_Task details_: Check every line in the listing below for "roads". Copy the ones where it occurs.

_Supplied material_:
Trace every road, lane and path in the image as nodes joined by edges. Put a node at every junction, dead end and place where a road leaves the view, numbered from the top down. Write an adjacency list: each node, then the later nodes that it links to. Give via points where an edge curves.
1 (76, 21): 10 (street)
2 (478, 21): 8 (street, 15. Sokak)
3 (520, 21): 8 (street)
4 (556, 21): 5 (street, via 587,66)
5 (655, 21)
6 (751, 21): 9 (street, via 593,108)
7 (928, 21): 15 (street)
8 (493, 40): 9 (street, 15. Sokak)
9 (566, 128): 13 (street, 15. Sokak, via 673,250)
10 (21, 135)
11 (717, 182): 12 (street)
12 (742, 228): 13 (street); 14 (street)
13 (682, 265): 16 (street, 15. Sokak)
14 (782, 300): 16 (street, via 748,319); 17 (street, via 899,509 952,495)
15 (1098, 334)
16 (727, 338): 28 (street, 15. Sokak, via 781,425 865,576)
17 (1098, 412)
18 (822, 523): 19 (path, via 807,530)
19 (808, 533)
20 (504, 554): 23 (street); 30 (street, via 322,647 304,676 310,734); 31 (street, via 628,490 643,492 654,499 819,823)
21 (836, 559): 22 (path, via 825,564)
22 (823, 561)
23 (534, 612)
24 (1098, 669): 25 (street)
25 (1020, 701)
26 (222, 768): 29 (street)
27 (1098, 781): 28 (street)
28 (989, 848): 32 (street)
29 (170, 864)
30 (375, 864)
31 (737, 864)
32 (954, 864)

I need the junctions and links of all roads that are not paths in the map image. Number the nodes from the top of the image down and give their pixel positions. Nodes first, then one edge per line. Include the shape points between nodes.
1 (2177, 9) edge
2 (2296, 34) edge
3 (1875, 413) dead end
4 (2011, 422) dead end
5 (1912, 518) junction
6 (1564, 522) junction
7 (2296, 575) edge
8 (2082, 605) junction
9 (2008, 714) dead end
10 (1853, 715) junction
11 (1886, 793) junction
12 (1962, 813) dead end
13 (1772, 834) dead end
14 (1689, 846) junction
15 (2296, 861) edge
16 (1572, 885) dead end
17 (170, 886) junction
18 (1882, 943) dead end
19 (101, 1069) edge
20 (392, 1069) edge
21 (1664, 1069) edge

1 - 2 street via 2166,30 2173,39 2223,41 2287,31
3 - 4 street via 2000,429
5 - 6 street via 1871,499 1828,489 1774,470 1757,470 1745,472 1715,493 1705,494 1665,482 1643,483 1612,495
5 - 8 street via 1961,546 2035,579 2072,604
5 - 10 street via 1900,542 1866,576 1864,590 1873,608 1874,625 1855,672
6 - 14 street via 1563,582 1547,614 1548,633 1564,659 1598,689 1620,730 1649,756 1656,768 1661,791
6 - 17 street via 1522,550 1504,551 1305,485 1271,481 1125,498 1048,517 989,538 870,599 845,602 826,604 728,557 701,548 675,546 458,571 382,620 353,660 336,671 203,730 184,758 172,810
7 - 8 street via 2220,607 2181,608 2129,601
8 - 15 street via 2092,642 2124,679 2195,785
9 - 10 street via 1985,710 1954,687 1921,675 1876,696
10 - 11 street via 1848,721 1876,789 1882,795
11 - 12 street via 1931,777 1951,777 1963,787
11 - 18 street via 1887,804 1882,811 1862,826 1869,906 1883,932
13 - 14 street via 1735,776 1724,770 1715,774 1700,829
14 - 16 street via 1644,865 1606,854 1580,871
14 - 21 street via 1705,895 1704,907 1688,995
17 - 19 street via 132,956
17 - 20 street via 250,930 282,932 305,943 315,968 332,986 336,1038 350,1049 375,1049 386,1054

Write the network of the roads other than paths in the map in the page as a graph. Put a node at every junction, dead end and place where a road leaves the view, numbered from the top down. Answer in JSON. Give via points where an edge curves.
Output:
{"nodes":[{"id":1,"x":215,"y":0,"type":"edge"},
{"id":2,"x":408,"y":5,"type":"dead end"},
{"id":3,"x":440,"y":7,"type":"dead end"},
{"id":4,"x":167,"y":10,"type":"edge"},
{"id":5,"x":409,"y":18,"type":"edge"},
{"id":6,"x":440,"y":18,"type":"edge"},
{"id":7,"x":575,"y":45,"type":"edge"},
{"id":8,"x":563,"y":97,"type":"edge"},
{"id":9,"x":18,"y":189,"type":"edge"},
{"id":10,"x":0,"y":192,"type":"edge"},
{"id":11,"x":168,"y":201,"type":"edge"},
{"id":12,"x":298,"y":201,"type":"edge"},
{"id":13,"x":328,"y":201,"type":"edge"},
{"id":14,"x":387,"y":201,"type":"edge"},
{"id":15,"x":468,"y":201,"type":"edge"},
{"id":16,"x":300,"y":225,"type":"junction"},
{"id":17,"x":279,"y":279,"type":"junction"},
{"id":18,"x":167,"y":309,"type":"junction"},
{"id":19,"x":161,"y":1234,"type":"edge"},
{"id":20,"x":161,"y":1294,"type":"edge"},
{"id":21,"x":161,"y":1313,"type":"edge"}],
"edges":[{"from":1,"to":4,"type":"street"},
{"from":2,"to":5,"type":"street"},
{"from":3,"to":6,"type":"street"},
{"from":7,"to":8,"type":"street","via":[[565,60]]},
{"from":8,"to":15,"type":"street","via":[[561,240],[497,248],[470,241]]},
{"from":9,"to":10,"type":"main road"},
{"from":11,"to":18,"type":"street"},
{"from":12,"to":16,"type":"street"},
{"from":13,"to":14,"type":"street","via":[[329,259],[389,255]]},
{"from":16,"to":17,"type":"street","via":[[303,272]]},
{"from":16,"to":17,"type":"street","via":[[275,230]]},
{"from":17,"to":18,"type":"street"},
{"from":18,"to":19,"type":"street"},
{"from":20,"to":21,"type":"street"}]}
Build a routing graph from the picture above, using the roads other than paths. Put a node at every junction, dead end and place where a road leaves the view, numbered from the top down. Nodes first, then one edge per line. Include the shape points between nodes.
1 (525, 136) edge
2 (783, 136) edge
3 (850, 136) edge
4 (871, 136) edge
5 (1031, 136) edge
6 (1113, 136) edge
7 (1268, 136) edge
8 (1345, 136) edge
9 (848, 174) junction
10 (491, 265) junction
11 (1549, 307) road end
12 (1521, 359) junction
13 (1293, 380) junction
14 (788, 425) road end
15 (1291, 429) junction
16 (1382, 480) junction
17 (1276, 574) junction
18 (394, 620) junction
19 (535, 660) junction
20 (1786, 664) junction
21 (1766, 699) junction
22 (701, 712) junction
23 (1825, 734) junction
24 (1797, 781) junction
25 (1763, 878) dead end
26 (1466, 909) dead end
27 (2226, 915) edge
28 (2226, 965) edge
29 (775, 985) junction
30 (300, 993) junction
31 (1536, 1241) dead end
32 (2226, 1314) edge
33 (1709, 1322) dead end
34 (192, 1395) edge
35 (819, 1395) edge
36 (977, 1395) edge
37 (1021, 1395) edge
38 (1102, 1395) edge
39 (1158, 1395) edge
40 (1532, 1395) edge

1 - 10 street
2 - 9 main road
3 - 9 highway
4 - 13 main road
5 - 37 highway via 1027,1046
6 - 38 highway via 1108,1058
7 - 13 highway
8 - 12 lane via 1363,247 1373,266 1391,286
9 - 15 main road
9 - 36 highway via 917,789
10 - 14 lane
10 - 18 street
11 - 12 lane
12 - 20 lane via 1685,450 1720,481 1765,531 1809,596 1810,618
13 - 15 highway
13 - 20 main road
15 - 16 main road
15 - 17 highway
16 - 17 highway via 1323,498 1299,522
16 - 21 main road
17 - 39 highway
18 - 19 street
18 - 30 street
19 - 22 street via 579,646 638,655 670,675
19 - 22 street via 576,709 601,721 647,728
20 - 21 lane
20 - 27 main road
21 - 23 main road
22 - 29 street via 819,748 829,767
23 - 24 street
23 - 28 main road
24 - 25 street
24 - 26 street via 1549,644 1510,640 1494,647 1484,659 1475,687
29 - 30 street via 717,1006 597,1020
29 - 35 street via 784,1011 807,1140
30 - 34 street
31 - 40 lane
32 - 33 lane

_Reply to the task_:
I need the junctions and links of all roads that are not paths in the map image. Number the nodes from the top of the image down and give their pixel positions. Nodes first, then one edge per line. Include the shape points between nodes.
Write the network of the roads other than paths in the map in the page as a graph. Put a node at every junction, dead end and place where a road leaves the view, numbered from the top down. Answer in JSON. Give via points where an edge curves.
Build a routing graph from the picture above, using the roads other than paths. Put a node at every junction, dead end and place where a road leaves the view, numbered from the top down. Nodes first, then one edge per line. Include the shape points between nodes.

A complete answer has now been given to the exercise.